##### Extracted information

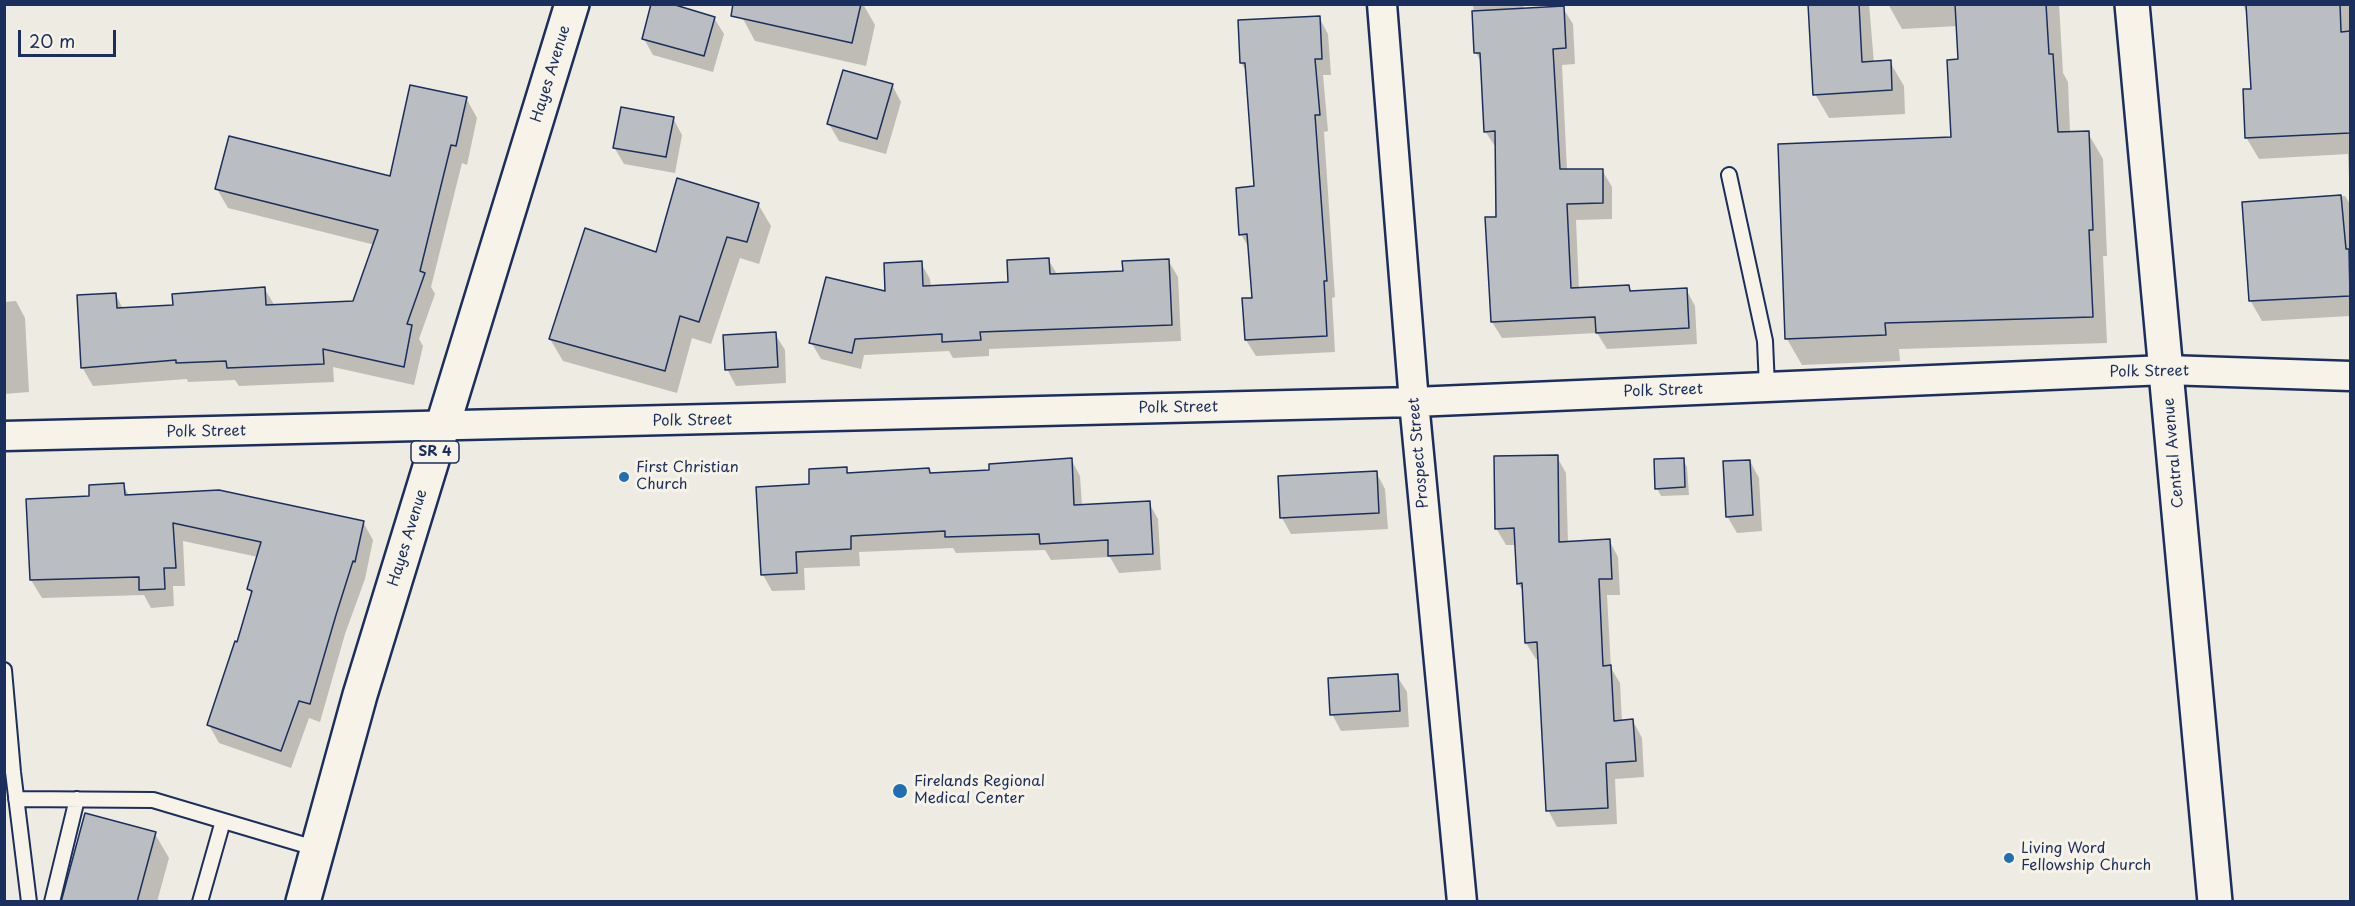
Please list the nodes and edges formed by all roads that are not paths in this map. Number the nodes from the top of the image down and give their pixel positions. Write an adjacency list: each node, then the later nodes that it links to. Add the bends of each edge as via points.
1 (572, 4): 9 (main road, Hayes Avenue / SR 4)
2 (1382, 4): 8 (street, Prospect Street)
3 (2132, 4): 5 (main road, Central Avenue)
4 (1729, 175): 7 (lane, via 1765,341)
5 (2166, 370): 6 (street, Polk Street); 7 (street, Polk Street); 21 (main road, Central Avenue)
6 (2350, 376)
7 (1767, 387): 8 (street, Polk Street)
8 (1414, 402): 9 (street, Polk Street); 20 (street, Prospect Street)
9 (442, 427): 10 (street, Polk Street); 15 (main road, Hayes Avenue / SR 4, via 360,695)
10 (4, 436)
11 (4, 670): 12 (lane)
12 (16, 799): 13 (lane); 16 (lane)
13 (76, 800): 14 (lane, via 153,800); 17 (lane)
14 (223, 821): 15 (lane); 18 (lane)
15 (318, 849): 19 (main road, Hayes Avenue / SR 4)
16 (29, 902)
17 (52, 902)
18 (200, 902)
19 (303, 902)
20 (1462, 902)
21 (2215, 902)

##########

> [Exercise prompt]:
Word for word, restate every line of the listing, omitting the pictures.

> [Result of the task]:
Please list the nodes and edges formed by all roads that are not paths in this map. Number the nodes from the top of the image down and give their pixel positions. Write an adjacency list: each node, then the later nodes that it links to. Add the bends of each edge as via points.
1 (572, 4): 9 (main road, Hayes Avenue / SR 4)
2 (1382, 4): 8 (street, Prospect Street)
3 (2132, 4): 5 (main road, Central Avenue)
4 (1729, 175): 7 (lane, via 1765,341)
5 (2166, 370): 6 (street, Polk Street); 7 (street, Polk Street); 21 (main road, Central Avenue)
6 (2350, 376)
7 (1767, 387): 8 (street, Polk Street)
8 (1414, 402): 9 (street, Polk Street); 20 (street, Prospect Street)
9 (442, 427): 10 (street, Polk Street); 15 (main road, Hayes Avenue / SR 4, via 360,695)
10 (4, 436)
11 (4, 670): 12 (lane)
12 (16, 799): 13 (lane); 16 (lane)
13 (76, 800): 14 (lane, via 153,800); 17 (lane)
14 (223, 821): 15 (lane); 18 (lane)
15 (318, 849): 19 (main road, Hayes Avenue / SR 4)
16 (29, 902)
17 (52, 902)
18 (200, 902)
19 (303, 902)
20 (1462, 902)
21 (2215, 902)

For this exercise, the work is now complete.